Comédie dramatique. Le film est une adaptation par réalisée l’Anglais Michael Radford du roman Une ardente patience d’Antonio Skarmet, écrivain chilien qui a lui-même réalisé une version cinématographique, Ardiente Paciencia, en 1985.Synopsis. L'action se déroule dans les années 1950, sur la petite île italienne de Salina en mer Méditerranée. Il propose une reconstitution de l’exil italien de l’écrivain chilien Pablo Neruda (Philippe Noiret) sur l’île éolienne de Salina. Sous le coup d’un mandat d’arrêt au Chili, pour son engagement communiste, le poète arrive en exil en Italie avec sa femme, et s’installe sur l’île. Mario Ruoppoli, (Massimo Troisi), fils de pêcheur travaille avec son père mais rêve d’un autre métier. Presque illettré, timide, il est recruté par le chef du bureau de poste local comme facteur cycliste et livre son courrier à Pablo Neruda, exilé sur l'île. Au fil des dessertes, Pablo et Mario se lient d'amitié. Mario en admiration devant Pablo Neruda, réputé pour être le poète de l’amour, apprendra à son contact le pouvoir de la poésie et de l’art de la séduction épistolaire de l’élue de son coeur la belle cafetière Beatrice Russo (Maria Grazia Cucinotta). Le film a été tourné pour partie dans la petite île éolienne volcanique de Salina (27 km2) dans le hameau de moins de 100 habitants (aujourd’hui) de Pollara, situé à la pointe ouest de l’île dans une anse de pierre et de verdure. Le poète serait également passé à Capri et Procida où auraient été tournées selon plusieurs sources quelques scènes du film. Mais Salina est une sorte d’anti-Capri. Le village de cabanons de pêcheurs troglodytes était alors doté d’une plage de galets volcaniques (aujourd’hui disparue en raison de la montée des eaux) qui joue un rôle important dans le récit. Les personnages s’y rencontrent à plusieurs reprises, le grand poète s’y baigne en marcel et c’est là qu’au terme de sa métamorphose poétique le facteur ira enregistrer l’essence même de la Mer Méditerranée, condensé de toute beauté.

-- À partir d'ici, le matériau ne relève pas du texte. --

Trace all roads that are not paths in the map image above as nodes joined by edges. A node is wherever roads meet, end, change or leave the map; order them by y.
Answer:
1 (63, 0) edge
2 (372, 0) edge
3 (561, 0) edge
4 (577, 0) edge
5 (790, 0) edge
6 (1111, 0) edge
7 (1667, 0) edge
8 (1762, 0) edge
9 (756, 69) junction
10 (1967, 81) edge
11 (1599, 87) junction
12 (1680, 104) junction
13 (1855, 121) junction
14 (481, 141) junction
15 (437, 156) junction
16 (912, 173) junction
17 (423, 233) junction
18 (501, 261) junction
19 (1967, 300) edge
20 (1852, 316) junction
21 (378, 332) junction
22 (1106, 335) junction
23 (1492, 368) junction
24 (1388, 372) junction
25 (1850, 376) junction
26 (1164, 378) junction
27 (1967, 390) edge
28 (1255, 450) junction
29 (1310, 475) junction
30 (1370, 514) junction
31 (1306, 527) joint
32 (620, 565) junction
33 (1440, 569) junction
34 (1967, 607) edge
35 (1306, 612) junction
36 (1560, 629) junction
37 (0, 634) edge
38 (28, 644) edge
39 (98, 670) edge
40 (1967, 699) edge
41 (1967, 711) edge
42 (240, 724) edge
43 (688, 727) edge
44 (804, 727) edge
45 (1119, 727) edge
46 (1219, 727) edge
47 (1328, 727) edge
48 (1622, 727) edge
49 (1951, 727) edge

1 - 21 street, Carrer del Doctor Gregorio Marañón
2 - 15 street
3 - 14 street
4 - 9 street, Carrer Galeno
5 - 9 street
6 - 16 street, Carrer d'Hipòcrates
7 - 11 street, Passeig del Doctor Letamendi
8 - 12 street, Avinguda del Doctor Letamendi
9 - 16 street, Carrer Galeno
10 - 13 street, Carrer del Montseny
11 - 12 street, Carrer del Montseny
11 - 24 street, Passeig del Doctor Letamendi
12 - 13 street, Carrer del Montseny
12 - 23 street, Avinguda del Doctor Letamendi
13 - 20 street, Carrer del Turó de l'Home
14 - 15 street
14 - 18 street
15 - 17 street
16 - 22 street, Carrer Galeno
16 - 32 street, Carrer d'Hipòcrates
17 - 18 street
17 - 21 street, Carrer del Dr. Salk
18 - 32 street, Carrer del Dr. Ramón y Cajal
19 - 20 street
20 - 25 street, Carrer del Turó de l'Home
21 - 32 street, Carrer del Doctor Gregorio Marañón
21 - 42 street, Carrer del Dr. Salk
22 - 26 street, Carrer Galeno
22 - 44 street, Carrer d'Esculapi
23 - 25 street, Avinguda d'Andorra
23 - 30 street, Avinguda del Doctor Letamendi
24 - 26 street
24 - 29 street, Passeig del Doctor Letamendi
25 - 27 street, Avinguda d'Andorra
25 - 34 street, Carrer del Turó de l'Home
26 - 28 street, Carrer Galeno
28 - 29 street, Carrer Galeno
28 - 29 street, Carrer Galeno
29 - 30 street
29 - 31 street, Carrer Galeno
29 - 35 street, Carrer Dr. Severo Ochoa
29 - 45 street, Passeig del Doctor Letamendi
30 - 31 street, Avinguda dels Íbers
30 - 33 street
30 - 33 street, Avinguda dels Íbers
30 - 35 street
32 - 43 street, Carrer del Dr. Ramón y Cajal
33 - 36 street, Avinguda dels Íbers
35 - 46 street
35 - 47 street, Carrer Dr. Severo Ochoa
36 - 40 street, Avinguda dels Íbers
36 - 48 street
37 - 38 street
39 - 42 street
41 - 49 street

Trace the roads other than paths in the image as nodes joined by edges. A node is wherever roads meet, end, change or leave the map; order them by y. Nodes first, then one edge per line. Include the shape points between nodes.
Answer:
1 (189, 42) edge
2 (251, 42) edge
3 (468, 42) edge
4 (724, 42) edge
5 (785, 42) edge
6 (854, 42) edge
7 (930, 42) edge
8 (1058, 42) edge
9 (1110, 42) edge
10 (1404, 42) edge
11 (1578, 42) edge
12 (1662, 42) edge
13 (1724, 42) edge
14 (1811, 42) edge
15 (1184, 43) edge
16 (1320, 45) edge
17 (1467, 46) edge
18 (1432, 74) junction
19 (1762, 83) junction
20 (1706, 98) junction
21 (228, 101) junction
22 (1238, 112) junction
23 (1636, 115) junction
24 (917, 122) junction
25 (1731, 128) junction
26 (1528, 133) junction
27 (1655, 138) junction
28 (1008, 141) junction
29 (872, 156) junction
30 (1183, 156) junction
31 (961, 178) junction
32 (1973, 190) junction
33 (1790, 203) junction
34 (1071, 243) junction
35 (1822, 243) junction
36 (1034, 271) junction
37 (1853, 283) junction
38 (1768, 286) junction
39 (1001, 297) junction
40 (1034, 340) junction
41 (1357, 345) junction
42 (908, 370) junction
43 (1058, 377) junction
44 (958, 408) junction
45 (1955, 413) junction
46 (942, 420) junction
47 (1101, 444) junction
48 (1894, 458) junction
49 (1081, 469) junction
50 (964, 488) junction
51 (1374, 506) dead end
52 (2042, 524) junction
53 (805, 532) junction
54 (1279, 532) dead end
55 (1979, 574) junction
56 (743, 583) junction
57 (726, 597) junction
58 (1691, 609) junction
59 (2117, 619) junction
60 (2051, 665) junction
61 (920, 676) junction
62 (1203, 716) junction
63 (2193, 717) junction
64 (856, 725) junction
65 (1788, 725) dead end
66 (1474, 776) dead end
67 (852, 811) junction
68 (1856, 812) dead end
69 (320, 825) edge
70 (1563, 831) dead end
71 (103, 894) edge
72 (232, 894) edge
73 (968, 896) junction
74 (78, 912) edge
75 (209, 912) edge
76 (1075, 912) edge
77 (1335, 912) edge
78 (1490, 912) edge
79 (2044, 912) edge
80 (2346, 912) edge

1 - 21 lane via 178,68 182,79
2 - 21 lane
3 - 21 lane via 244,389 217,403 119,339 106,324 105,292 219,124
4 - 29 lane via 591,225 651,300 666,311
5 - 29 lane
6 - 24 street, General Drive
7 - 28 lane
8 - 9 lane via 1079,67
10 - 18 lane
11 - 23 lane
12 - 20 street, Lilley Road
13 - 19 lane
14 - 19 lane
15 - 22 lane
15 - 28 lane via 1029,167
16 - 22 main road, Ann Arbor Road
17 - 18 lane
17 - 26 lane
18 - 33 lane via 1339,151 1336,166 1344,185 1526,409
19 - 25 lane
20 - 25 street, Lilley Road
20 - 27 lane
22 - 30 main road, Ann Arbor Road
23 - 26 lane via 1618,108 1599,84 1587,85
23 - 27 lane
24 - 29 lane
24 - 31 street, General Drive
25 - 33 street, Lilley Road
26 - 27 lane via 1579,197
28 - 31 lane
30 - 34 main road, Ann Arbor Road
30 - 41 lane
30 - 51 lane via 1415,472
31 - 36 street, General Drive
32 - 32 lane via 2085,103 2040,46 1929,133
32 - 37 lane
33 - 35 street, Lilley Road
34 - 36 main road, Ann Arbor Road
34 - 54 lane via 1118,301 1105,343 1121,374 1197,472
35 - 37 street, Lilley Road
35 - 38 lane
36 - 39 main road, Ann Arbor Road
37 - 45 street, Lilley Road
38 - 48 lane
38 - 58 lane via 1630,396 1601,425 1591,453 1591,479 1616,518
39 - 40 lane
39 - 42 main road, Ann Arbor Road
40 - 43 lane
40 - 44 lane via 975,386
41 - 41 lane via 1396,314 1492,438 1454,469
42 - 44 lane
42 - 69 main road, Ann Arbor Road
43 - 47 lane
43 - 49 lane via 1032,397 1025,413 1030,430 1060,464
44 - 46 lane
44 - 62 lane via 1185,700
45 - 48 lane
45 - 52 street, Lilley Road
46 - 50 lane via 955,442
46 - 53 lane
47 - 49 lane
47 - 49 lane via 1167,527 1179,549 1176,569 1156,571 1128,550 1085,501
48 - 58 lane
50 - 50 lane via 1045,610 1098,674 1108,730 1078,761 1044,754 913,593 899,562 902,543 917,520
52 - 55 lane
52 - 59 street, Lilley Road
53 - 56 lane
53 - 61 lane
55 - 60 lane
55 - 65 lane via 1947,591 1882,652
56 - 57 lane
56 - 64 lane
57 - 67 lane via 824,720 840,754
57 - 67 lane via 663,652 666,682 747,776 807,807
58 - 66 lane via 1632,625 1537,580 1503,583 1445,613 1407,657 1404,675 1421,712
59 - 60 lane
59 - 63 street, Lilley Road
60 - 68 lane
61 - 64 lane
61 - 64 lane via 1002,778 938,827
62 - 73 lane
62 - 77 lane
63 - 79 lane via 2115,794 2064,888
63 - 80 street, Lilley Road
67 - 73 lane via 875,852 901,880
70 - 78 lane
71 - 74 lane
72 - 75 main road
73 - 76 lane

Au début du film Pablo Neruda pose au facteur la question "Décris quelque chose de beau sur ton île". Il lui tend le micro de son petit enregistreur, mais Mario hésite à répondre au poète. Il répond, instinctivement, "Beatrice Russo", nom de la très belle cafetière du village dont il est secrètement amoureux. Le grand poète se propose alors de procéder à l’initiation poétique du jeune homme. Il lui apprend les mots, l’art des métaphores et la conscience que la beauté ne saurait se limiter à celle de l’altière cafetière, que le facteur parviendra pourtant à charmer par ses poétiques métaphores évoquant son sourire "déployé comme un papillon". Peu à peu, la brèche de la sensibilité et de l’intelligence du simple facteur s’ouvre. Initié par le maître à la lecture des grands poètes et au sens des mots, il redécouvre, avec exaltation, la beauté de son île bucolique et méditerranéenne, et ambitionne avec une sorte d’urgence fébrile d’en saisir capter et fixer dans toutes ses manifestations vivantes pour illustrer sa nouvelle définition ouverte et universelle de la beauté. Au terme du film, le facteur se sert lui-même de l’enregistreur pour tenter d’apporter une réponse essentielle à la question initiale du grand poète. Cette réponse lui apparaît alors avec évidence. Il s’emploie dès lors dans une sorte d’urgence fébrile à parcourir son île et à mettre en boîte tous les sons qu’il perçoit comme beaux au fil de ses sorties sur Salina. Il sélectionne huit sons, solennellement énoncés par le facteur, saisi alors par la caméra en gros plan, en alternance avec les plans larges des lieux où on le voit les capter :
1/ les petites vagues dans la crique
2/ les grandes vagues
3/ le vent sur la falaise
4/ le vent dans les buissons
5/ les filets de pêche de mon père
6/ la cloche de la Maldonne des douleurs et le prêtre
7/ le ciel étoilé de l’île de l’enregistrés
8/ le coeur du bébé qu’attend Beatrice à la fin du film.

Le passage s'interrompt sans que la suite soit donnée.